The Centers for Medicare & Medicaid Services report that combined state and federal Medicaid expenditures totaled about $871.7 billion in fiscal year 2023, making up around 18% of total U.S. health care spending and significantly up from $613.5 billion in 2019, the year prior to the COVID-19 pandemic.
This increase reflects roughly 40% growth over just a few years, largely due to enhanced enrollment and higher service use during and after the pandemic.
Federal budget legislation enacted under the Trump administration included major proposals affecting Medicaid’s funding structure. The “One Big Beautiful Bill Act,” signed into law in 2025, is expected to reduce federal Medicaid outlays by more than $1 trillion over the ensuing decade and sets new policies such as work requirements and increased cost-sharing. These measures could curtail coverage or funding for some enrollees and shift additional costs onto states even as millions still rely on the program.

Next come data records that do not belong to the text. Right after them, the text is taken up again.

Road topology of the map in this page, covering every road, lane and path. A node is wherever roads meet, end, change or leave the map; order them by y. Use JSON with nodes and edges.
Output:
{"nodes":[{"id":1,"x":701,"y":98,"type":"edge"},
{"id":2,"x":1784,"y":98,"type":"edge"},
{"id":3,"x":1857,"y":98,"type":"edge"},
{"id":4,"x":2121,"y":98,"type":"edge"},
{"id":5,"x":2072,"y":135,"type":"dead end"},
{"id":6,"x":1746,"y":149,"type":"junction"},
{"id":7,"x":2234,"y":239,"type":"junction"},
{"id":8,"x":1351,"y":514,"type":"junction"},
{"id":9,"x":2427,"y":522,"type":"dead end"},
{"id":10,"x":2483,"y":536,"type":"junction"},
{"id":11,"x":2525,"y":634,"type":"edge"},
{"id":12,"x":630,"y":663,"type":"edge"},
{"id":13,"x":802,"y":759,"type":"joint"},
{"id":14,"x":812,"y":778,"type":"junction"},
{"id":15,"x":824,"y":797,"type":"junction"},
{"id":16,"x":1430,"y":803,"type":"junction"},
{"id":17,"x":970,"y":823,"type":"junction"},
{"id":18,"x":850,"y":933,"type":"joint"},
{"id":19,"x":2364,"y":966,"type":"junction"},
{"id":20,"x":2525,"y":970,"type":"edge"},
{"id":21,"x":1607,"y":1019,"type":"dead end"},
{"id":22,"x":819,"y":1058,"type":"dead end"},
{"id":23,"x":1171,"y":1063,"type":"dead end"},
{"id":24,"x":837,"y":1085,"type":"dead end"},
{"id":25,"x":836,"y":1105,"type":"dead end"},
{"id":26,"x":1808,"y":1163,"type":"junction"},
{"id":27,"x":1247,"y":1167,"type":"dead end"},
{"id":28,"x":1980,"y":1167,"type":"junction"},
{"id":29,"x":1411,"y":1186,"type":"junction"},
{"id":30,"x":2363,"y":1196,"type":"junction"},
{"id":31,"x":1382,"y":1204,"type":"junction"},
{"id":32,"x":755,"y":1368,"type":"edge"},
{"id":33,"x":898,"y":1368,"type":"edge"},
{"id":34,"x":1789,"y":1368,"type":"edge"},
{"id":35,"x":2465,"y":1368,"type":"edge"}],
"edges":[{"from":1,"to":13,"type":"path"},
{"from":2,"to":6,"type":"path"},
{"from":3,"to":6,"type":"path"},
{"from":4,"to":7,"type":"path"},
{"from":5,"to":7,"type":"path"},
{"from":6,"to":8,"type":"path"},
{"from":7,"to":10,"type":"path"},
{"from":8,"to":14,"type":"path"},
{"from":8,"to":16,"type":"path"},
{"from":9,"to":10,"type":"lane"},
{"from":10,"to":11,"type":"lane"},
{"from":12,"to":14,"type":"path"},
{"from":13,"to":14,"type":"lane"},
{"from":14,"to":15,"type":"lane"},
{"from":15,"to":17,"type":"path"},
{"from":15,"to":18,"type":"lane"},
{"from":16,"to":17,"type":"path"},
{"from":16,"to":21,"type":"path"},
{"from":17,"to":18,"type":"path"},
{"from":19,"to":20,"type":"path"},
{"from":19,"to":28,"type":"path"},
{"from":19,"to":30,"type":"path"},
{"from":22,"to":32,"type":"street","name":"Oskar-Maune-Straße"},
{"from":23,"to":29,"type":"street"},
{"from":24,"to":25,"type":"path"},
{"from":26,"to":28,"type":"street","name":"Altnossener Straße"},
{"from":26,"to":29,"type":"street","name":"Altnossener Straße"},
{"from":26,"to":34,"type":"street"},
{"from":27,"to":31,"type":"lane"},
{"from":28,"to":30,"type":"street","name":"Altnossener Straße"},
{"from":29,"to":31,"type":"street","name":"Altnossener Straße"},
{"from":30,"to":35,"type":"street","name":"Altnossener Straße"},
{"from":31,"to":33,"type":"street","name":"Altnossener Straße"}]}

| Year | Total Medicaid Payments | % Change From Previous Year |
|---|---|---|
| 2020 | $159,483 | -61.4% |
| 2021 | $5,095,776 | 3095.2% |
| 2022 | $11,874,012 | 133% |
| 2023 | $35,206,742 | 196.5% |
| 2024 | $64,287,133 | 82.6% |
| Rank | Category | Medicaid Payments | Share of City Total |
|---|---|---|---|
| 1 | Temporary National Codes (Non-Medicare) | $64,287,133 | 74.9% |
| 2 | National Codes Established for State Medicaid Agencies | $11,640,271 | 13.6% |
| 3 | Medicine Services and Procedures | $5,786,410 | 6.7% |
| 4 | Alcohol and Drug Abuse Treatment | $2,529,011 | 2.9% |
| 5 | Enteral and Parenteral Therapy | $929,187 | 1.1% |
| 6 | Evaluation and Management | $620,530 | 0.7% |
| 7 | Drugs Administered Other than Oral Method | $76,333 | 0.1% |
| 8 | Dental Services | $10,423 | <0.1% |
| 9 | Medical And Surgical Supplies | $5,096 | <0.1% |
| HCPCS Code | Description | Medicaid Payments | Claims |
|---|---|---|---|
| S5140 | Adult foster care per diem | $57,528,564 | 24 |
| S9125 | Respite care, in the home, p | $3,114,803 | 9 |
| S5145 | Child fostercare th per diem | $3,008,238 | 7 |
| S5100 | Adult daycare services 15min | $454,932 | 11 |
| S5161 | Emer rspns sys serv permonth | $128,826 | 12 |
| S9342 | Hit enteral pump diem | $37,835 | 7 |
| S5160 | Emer response sys instal&tst | $6,083 | 2 |
| S5162 | Emer rspns system purchase | $5,025 | 2 |
| S9338 | Hit immunotherapy diem | $2,823 | 1 |
Note: HCPCS codes are shown for context within the category. Category totals and rankings in this article are based on standardized service groupings rather than individual billing codes.
Information in this article was obtained from the U.S. Department of Health and Human Services Medicaid Provider Spending database. The source data can be found here.